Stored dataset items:
☆ ☆ ☆ ☆ ☆

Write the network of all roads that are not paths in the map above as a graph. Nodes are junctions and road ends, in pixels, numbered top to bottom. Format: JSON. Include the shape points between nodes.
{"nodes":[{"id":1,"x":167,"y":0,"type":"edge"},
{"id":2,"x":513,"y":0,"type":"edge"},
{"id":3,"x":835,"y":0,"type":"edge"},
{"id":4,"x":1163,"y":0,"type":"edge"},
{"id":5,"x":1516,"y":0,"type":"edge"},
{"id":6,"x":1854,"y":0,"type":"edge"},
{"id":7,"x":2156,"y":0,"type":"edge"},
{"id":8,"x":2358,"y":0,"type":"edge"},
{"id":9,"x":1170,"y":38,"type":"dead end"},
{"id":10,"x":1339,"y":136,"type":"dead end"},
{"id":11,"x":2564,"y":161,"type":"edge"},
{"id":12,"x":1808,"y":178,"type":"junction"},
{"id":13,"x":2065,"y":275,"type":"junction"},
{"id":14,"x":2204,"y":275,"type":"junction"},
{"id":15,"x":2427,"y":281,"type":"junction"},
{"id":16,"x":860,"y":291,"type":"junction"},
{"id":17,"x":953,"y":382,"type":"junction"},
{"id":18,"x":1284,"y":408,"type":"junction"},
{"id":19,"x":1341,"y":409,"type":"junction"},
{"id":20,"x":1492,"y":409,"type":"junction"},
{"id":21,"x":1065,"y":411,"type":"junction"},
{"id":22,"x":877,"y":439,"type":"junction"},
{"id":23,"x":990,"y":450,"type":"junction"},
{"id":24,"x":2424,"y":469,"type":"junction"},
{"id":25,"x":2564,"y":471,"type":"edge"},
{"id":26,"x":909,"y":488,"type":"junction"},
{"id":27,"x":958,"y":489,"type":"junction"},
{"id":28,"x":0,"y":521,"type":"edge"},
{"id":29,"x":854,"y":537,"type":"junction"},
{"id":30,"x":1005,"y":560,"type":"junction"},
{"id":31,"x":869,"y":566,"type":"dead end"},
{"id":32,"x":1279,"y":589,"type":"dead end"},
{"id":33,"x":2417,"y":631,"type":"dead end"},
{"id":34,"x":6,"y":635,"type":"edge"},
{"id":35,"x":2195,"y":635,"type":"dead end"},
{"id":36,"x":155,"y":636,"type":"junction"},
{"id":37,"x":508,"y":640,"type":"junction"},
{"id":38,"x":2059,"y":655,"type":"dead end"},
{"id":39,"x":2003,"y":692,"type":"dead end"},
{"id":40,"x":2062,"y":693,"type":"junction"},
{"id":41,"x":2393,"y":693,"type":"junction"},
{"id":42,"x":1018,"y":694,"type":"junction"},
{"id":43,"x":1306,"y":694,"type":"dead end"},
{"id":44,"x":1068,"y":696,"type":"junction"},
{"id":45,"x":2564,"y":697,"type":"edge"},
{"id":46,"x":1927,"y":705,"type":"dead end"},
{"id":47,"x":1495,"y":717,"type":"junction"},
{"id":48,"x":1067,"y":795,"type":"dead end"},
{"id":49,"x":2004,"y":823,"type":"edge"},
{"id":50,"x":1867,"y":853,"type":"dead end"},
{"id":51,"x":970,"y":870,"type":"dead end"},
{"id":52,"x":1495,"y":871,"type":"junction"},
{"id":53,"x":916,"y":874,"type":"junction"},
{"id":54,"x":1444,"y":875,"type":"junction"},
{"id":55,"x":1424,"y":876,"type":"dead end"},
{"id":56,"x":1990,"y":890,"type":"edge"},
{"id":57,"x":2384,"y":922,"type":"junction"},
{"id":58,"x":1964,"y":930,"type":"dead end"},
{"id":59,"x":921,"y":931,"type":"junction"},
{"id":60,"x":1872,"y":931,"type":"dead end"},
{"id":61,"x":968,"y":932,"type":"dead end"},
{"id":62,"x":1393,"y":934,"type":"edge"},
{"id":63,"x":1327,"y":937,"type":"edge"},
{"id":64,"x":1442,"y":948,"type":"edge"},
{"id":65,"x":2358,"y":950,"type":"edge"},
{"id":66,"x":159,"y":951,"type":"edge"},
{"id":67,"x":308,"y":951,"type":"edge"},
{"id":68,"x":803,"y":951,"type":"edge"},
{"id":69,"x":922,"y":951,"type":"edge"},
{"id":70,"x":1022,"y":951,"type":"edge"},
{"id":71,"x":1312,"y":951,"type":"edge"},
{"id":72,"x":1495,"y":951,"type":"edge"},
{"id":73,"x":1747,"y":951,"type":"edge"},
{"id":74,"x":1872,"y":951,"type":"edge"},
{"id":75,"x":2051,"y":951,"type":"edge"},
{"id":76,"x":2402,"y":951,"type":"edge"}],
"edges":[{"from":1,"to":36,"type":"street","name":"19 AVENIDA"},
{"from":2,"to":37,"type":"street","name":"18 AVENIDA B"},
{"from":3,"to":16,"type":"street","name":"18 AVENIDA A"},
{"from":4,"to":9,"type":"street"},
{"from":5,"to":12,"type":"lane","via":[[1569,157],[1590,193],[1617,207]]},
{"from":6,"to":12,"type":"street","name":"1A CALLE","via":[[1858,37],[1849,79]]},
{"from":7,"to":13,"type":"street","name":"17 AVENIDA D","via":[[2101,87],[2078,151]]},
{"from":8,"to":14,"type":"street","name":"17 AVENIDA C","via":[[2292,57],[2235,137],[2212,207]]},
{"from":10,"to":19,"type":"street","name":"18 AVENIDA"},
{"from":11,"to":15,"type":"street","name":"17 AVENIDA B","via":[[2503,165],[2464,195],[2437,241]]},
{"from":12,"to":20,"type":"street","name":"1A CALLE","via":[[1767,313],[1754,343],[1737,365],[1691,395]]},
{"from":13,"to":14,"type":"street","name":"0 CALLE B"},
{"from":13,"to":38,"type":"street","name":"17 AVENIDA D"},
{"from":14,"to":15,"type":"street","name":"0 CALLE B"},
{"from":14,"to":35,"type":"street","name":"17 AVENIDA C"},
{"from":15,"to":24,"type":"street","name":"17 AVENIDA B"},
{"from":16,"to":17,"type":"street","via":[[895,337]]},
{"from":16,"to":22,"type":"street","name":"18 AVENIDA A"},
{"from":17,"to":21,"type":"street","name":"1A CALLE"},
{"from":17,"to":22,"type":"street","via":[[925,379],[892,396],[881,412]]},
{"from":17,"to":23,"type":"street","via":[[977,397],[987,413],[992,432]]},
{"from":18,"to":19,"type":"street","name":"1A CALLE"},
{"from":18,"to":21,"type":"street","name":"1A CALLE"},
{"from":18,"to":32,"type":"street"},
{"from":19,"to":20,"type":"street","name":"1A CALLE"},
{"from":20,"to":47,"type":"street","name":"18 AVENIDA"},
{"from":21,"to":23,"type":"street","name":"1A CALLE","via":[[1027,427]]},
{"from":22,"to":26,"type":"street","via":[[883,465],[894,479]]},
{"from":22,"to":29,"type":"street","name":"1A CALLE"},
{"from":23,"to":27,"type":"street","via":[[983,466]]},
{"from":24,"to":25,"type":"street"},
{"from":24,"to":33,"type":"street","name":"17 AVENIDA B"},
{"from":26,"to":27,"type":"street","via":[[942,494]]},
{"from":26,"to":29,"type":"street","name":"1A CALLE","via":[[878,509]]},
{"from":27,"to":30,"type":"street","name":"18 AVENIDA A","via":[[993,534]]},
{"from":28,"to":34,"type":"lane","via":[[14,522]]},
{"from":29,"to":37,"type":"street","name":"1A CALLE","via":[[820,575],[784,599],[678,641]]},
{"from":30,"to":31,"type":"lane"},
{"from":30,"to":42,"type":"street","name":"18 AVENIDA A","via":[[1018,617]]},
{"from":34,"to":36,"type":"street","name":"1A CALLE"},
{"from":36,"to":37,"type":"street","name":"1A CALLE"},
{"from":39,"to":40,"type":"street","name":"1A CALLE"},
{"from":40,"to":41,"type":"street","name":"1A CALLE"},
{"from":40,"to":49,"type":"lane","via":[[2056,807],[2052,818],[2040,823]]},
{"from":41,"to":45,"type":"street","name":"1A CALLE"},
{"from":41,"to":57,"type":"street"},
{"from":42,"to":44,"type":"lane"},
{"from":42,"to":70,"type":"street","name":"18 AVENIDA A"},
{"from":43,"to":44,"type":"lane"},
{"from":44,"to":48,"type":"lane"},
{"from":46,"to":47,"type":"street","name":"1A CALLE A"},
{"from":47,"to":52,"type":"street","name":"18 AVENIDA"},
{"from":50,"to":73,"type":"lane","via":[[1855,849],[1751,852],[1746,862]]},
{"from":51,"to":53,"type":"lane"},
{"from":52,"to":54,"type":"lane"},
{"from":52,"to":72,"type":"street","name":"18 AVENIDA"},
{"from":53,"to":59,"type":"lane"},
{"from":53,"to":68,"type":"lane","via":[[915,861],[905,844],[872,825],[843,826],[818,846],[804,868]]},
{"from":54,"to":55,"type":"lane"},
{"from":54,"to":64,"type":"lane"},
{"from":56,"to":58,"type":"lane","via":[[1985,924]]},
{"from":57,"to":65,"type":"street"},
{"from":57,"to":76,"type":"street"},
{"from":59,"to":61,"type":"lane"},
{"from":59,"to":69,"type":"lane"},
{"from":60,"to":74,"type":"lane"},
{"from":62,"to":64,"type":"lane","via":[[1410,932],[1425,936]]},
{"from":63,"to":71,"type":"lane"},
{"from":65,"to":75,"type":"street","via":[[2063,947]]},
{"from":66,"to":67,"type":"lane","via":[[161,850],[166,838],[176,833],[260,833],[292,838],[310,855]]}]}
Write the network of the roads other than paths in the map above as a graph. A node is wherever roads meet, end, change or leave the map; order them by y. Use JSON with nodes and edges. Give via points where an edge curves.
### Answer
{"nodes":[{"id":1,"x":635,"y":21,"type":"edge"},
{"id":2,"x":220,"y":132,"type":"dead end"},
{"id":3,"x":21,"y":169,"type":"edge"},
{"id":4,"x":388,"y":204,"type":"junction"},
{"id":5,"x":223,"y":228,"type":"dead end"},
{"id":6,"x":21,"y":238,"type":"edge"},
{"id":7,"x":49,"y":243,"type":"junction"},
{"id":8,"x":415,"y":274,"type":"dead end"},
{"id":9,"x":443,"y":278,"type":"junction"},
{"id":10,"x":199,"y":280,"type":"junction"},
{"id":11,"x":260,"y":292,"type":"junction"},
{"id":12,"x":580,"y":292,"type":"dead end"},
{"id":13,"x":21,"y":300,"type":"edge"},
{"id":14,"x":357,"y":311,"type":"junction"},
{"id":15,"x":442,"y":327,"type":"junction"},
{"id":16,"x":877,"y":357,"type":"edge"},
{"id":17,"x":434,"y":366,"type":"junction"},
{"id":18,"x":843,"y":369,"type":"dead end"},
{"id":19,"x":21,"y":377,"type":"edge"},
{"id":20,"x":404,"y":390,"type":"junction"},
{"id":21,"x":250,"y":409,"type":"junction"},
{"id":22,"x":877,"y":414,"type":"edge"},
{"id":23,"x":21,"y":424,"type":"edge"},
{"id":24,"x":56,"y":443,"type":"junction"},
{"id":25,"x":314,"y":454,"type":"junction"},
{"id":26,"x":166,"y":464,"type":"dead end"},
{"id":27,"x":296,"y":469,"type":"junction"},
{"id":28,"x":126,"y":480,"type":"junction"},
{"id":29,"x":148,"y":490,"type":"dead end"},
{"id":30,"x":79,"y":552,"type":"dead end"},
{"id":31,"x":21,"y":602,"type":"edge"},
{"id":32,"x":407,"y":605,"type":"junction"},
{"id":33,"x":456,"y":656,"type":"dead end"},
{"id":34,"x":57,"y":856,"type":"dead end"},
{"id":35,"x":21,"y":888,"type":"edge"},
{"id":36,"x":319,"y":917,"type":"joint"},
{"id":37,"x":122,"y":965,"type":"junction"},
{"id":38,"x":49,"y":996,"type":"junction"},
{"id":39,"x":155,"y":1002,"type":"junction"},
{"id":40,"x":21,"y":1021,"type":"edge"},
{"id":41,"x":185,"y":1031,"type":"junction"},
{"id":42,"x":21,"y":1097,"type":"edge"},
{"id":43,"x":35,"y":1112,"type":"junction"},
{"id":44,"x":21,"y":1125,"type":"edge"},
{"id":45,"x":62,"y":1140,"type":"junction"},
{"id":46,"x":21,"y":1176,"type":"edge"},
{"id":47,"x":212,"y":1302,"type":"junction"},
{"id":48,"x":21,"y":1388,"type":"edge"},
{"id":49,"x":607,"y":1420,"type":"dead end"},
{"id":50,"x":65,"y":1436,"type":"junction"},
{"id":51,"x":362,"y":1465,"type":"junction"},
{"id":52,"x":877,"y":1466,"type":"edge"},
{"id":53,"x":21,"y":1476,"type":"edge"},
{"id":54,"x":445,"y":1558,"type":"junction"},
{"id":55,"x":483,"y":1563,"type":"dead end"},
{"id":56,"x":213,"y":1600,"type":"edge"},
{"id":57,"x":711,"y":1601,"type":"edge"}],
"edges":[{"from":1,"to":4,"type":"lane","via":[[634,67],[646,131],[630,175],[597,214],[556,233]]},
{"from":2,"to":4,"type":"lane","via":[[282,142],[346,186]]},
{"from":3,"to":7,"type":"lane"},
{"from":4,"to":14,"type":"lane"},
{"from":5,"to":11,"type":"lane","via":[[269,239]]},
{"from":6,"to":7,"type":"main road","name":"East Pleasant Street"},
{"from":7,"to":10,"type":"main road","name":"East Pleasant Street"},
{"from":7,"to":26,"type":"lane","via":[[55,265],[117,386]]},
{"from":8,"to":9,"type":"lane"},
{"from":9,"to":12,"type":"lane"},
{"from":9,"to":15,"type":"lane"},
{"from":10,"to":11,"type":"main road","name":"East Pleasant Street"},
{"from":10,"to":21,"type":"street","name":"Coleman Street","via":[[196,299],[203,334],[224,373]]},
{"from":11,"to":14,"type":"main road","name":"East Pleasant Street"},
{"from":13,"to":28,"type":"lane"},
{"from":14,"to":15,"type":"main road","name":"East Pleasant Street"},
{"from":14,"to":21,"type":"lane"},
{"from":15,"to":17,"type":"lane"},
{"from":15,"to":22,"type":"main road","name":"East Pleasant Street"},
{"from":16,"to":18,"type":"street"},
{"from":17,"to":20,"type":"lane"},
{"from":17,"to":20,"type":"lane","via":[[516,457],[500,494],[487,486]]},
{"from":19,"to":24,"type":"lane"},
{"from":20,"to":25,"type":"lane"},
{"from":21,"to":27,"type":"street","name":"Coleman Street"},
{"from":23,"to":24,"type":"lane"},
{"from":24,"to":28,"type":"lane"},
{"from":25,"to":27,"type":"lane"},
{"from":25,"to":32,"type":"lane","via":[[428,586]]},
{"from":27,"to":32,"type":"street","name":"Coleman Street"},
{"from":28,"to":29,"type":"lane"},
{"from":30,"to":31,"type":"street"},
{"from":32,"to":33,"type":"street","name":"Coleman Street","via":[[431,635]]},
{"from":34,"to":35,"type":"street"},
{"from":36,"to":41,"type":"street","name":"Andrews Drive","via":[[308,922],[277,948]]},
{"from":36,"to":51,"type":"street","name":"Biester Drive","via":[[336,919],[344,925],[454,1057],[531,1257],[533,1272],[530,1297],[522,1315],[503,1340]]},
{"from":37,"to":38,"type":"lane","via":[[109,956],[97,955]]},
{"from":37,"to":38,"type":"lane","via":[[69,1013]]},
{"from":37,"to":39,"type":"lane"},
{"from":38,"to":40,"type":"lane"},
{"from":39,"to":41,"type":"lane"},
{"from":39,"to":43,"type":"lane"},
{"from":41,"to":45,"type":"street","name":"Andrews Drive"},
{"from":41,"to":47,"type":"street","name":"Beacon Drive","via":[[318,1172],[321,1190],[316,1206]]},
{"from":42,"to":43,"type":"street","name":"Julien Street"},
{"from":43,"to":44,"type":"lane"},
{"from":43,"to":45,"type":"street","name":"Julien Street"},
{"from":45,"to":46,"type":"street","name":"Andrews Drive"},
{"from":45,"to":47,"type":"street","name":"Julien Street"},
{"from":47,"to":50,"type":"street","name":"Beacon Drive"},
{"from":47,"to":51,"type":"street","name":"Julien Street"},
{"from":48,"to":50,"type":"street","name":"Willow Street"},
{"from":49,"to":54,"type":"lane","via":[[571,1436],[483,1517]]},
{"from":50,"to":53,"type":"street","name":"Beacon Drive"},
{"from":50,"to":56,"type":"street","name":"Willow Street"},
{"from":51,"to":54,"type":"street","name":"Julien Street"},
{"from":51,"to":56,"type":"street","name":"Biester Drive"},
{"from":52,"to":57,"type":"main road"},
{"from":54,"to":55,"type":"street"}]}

☆ ☆ ☆ ☆ ☆

Your assignment: Gather from the records above every line containing the string "Andrews".

Written reply:
{"from":36,"to":41,"type":"street","name":"Andrews Drive","via":[[308,922],[277,948]]},
{"from":41,"to":45,"type":"street","name":"Andrews Drive"},
{"from":45,"to":46,"type":"street","name":"Andrews Drive"},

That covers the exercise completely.